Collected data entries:
___
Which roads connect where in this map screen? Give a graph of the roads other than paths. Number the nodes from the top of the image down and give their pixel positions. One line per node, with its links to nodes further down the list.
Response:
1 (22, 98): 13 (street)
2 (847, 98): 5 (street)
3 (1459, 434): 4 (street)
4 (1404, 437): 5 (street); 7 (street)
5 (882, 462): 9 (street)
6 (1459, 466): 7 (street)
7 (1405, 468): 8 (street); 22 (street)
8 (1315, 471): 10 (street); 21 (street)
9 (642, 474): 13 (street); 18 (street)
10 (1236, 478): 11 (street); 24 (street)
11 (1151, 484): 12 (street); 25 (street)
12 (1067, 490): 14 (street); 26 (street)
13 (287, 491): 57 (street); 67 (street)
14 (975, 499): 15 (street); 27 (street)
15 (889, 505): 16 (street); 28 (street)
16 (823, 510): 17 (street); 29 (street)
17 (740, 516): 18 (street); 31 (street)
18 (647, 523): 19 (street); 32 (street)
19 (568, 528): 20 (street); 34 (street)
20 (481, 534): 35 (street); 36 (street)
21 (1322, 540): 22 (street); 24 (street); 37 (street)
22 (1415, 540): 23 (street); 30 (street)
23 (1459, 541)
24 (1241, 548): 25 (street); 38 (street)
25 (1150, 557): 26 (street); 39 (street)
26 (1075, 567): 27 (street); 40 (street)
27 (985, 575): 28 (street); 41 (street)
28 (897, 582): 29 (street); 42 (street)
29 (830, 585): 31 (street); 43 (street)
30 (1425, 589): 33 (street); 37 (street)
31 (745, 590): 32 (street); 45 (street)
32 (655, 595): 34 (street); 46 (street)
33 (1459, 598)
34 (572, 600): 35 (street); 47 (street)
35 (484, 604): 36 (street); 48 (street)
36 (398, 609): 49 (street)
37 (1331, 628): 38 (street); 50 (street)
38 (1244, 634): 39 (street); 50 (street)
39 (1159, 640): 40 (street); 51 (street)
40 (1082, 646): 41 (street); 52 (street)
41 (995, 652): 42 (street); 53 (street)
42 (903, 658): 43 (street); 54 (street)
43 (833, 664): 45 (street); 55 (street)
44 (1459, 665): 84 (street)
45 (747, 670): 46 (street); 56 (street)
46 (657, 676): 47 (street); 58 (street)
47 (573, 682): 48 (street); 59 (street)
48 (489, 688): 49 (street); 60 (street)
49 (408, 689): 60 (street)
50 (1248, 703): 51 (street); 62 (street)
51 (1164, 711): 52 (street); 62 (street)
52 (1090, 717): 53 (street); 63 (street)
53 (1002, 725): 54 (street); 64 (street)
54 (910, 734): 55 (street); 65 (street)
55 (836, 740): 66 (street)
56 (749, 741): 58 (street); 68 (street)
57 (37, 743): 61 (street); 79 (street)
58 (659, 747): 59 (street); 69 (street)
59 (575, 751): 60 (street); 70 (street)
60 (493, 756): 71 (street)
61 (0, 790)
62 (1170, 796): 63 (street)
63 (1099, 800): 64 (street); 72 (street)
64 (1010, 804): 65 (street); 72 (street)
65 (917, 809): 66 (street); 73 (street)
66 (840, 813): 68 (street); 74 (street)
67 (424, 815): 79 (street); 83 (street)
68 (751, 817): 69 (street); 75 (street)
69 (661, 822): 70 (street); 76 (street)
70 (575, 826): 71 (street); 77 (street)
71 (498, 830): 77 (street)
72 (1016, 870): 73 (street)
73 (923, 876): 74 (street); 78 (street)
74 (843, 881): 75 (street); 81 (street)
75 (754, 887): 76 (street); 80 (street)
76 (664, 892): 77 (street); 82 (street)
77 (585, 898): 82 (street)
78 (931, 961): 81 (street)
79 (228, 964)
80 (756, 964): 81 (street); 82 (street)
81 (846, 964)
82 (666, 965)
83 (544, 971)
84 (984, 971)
___
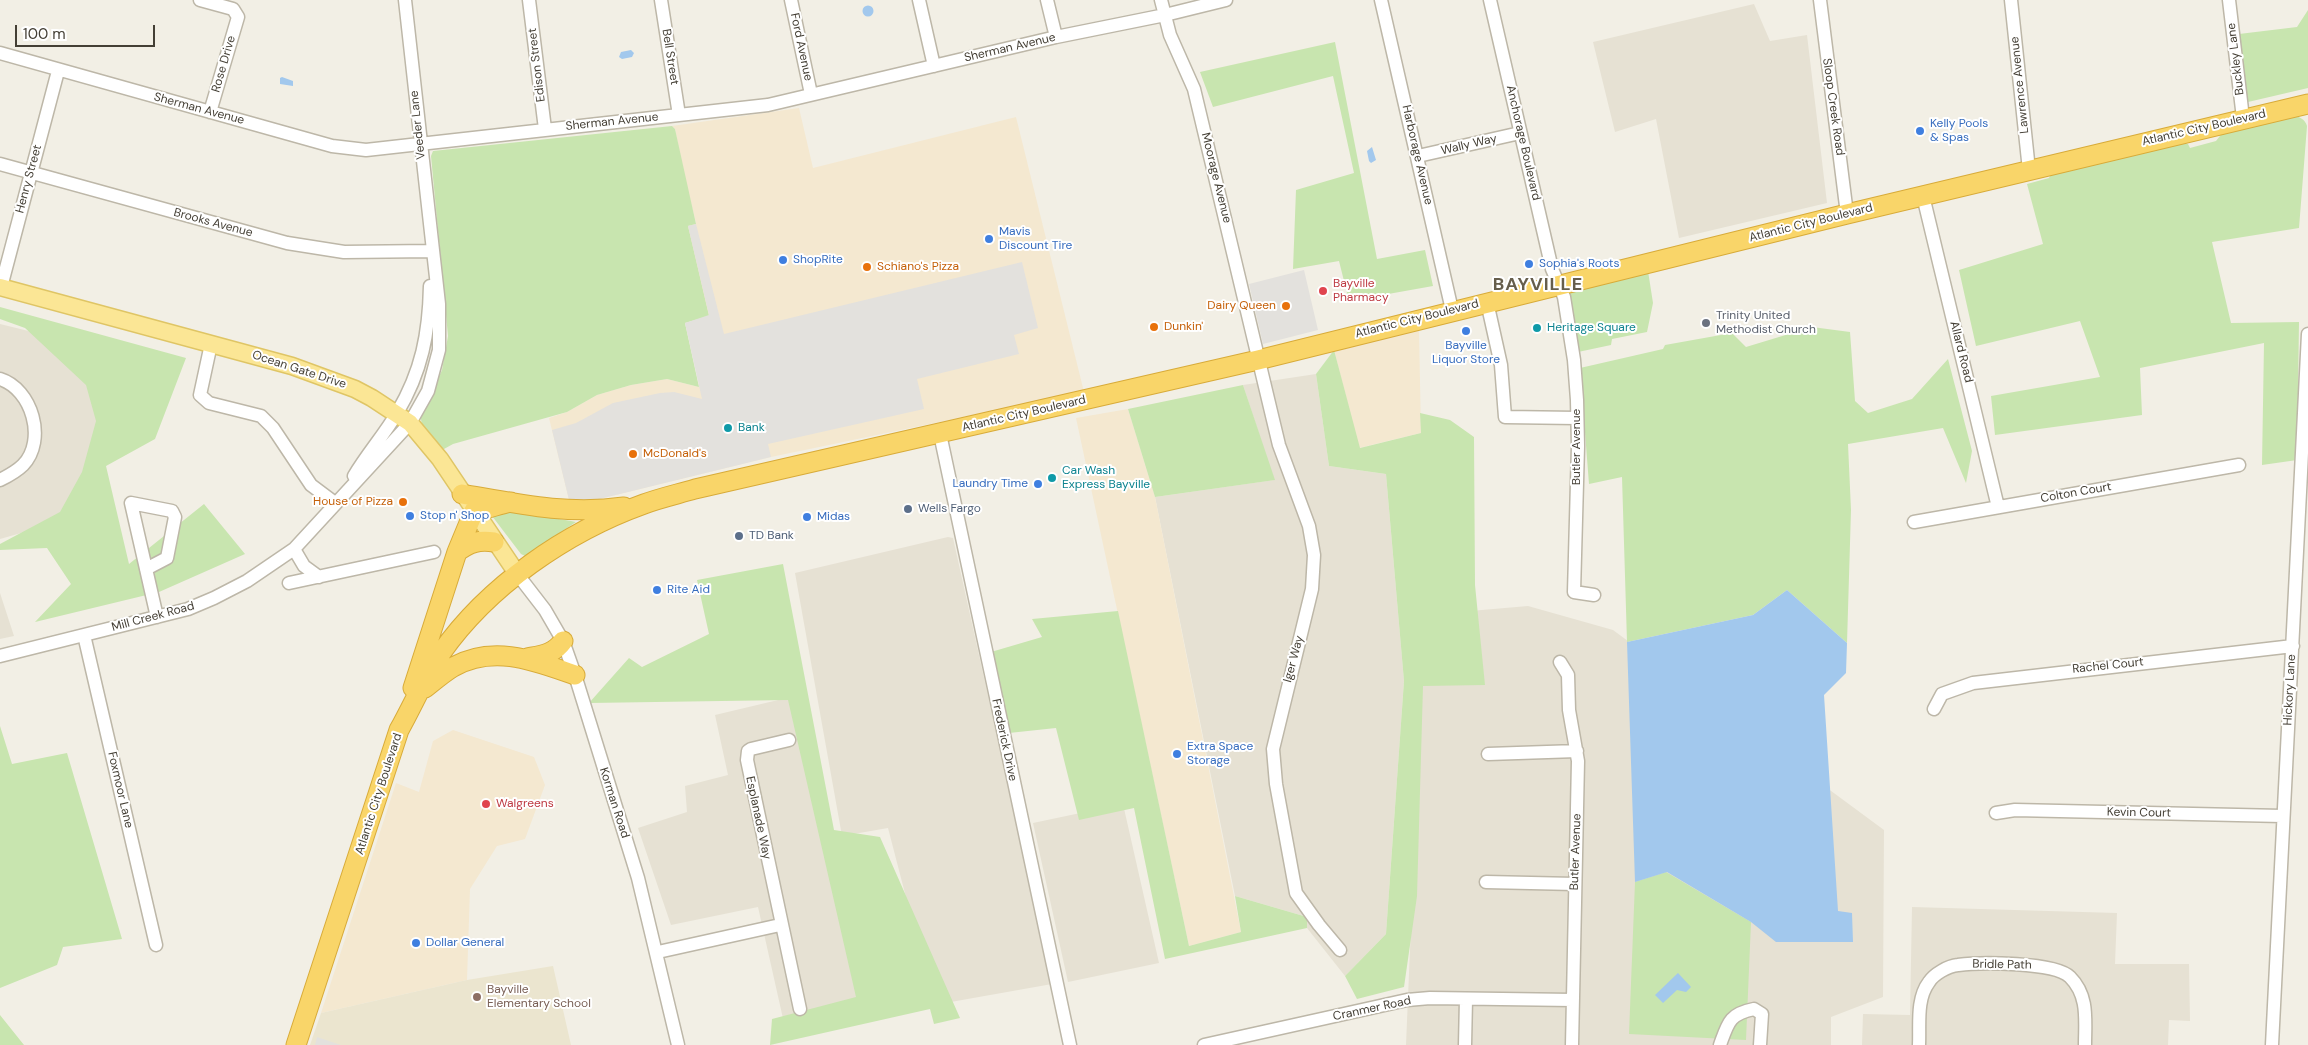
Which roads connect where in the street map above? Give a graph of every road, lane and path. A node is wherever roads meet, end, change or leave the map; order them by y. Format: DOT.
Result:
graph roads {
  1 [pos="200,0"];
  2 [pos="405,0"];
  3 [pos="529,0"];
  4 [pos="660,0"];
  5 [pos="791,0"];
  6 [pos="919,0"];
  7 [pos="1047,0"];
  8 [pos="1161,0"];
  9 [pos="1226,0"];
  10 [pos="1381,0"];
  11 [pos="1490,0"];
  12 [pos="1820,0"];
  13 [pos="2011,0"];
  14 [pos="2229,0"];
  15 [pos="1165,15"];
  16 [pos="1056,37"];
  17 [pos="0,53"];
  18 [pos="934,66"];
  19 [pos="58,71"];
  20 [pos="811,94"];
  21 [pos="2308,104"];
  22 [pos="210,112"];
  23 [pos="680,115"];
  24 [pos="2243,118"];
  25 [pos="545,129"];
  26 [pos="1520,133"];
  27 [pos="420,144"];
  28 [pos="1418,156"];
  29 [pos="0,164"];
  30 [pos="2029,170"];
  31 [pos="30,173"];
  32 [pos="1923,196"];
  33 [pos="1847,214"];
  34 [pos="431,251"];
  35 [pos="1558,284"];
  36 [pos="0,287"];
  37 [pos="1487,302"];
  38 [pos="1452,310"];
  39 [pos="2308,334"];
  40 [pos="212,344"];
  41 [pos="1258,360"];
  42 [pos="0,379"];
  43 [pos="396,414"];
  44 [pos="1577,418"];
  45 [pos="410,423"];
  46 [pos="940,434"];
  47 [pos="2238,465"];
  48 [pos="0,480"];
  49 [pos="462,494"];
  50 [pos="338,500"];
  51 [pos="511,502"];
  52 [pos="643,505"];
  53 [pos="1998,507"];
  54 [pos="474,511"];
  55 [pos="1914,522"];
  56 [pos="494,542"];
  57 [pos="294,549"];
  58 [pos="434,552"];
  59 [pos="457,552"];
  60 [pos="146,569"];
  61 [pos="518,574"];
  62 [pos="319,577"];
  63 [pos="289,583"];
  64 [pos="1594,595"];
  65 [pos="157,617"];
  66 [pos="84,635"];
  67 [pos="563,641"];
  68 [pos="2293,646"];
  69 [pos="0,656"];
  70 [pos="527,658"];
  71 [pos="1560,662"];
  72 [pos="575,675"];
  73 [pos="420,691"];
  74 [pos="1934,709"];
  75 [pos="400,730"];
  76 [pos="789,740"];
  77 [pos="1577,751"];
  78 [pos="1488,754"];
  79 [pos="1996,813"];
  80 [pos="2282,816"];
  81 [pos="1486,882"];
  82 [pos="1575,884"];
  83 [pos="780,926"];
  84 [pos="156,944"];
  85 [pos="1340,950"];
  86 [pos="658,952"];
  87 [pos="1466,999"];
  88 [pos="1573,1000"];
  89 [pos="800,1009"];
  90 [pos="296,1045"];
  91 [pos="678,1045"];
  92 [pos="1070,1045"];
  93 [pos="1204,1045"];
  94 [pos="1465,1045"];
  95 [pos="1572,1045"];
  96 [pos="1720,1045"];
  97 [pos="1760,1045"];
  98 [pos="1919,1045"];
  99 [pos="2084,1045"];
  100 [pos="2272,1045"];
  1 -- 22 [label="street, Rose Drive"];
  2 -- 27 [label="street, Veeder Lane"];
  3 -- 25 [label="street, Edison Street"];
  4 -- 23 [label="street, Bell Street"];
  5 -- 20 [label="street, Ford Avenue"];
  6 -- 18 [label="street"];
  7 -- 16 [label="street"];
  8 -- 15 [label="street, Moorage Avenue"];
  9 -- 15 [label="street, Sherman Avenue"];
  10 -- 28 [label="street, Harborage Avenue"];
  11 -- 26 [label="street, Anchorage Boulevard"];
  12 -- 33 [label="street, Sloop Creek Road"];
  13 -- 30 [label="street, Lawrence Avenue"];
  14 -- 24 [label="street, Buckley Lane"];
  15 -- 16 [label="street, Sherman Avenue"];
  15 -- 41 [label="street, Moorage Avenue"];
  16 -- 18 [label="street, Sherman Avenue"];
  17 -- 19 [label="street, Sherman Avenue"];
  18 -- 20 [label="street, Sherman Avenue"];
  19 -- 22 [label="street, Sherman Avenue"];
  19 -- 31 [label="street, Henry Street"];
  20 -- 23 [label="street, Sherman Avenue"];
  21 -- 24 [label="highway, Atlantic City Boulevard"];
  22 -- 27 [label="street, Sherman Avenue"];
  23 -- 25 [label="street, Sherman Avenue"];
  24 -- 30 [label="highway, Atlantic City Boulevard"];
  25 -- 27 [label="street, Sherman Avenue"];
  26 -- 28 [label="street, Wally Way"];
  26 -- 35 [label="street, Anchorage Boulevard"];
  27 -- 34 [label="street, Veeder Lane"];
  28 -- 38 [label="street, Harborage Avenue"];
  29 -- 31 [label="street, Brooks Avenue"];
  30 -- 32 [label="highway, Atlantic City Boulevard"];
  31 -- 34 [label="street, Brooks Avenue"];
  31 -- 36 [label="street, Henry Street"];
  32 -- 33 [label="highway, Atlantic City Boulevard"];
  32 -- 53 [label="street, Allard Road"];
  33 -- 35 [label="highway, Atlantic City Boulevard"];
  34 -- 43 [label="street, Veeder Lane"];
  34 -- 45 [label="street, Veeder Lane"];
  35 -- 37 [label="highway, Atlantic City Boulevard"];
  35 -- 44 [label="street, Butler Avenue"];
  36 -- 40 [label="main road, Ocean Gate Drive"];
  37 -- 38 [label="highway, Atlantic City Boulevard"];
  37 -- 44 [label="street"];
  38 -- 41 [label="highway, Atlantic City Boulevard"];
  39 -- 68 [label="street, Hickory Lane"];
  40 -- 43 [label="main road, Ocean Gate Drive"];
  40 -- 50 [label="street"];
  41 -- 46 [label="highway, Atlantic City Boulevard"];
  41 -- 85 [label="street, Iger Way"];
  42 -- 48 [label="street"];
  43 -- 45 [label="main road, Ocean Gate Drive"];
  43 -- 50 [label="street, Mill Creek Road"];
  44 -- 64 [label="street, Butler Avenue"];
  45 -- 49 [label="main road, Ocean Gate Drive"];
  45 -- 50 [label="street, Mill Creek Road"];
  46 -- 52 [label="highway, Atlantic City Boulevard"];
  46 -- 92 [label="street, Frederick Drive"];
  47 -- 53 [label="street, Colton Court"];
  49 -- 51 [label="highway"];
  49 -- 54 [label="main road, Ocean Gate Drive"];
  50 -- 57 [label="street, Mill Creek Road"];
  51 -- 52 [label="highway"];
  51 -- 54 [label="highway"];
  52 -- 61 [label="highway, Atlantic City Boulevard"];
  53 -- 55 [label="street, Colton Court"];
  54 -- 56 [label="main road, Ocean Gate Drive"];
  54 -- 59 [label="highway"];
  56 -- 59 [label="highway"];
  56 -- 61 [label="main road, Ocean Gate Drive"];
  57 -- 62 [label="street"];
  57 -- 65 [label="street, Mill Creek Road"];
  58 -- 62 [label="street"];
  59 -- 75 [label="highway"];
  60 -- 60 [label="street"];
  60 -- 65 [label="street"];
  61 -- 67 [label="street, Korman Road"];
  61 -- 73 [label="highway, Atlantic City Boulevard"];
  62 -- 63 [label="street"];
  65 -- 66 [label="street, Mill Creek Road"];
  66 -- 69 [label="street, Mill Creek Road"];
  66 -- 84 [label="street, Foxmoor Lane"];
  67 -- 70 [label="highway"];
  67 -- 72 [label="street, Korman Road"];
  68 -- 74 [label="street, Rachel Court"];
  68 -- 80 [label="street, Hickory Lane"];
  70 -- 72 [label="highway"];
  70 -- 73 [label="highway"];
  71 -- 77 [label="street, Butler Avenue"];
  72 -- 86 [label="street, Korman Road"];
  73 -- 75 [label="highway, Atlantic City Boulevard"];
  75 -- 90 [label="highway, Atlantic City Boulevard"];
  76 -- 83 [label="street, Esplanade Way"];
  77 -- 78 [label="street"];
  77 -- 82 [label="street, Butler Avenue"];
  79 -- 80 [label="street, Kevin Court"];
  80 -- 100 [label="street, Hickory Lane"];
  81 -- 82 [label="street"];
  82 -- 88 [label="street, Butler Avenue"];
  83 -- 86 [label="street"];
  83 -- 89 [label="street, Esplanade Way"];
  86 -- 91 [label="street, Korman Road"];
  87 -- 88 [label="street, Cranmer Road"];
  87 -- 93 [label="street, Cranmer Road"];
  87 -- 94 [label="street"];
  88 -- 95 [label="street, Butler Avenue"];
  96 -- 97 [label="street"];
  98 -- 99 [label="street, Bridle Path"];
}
___
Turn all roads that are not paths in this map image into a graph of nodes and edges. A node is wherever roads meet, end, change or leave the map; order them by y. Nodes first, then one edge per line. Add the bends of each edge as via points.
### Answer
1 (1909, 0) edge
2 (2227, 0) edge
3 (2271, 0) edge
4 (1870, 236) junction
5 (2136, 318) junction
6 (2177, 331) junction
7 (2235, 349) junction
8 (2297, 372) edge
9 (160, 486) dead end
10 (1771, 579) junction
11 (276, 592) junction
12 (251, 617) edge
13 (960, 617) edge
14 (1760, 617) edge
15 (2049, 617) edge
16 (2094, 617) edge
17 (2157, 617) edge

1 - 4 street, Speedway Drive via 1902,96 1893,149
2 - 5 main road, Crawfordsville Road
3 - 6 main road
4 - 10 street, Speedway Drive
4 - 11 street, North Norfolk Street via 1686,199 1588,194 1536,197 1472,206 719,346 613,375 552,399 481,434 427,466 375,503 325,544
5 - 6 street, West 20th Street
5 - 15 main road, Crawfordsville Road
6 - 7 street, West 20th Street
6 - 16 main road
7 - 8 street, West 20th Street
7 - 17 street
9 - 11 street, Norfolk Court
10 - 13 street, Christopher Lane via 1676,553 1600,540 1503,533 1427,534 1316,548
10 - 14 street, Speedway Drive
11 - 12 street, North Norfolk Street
___
For each line in the data that contains the string "Which", give a copy of that line.

Which roads connect where in this map screen? Give a graph of the roads other than paths. Number the nodes from the top of the image down and give their pixel positions. One line per node, with its links to nodes further down the list.
Which roads connect where in the street map above? Give a graph of every road, lane and path. A node is wherever roads meet, end, change or leave the map; order them by y. Format: DOT.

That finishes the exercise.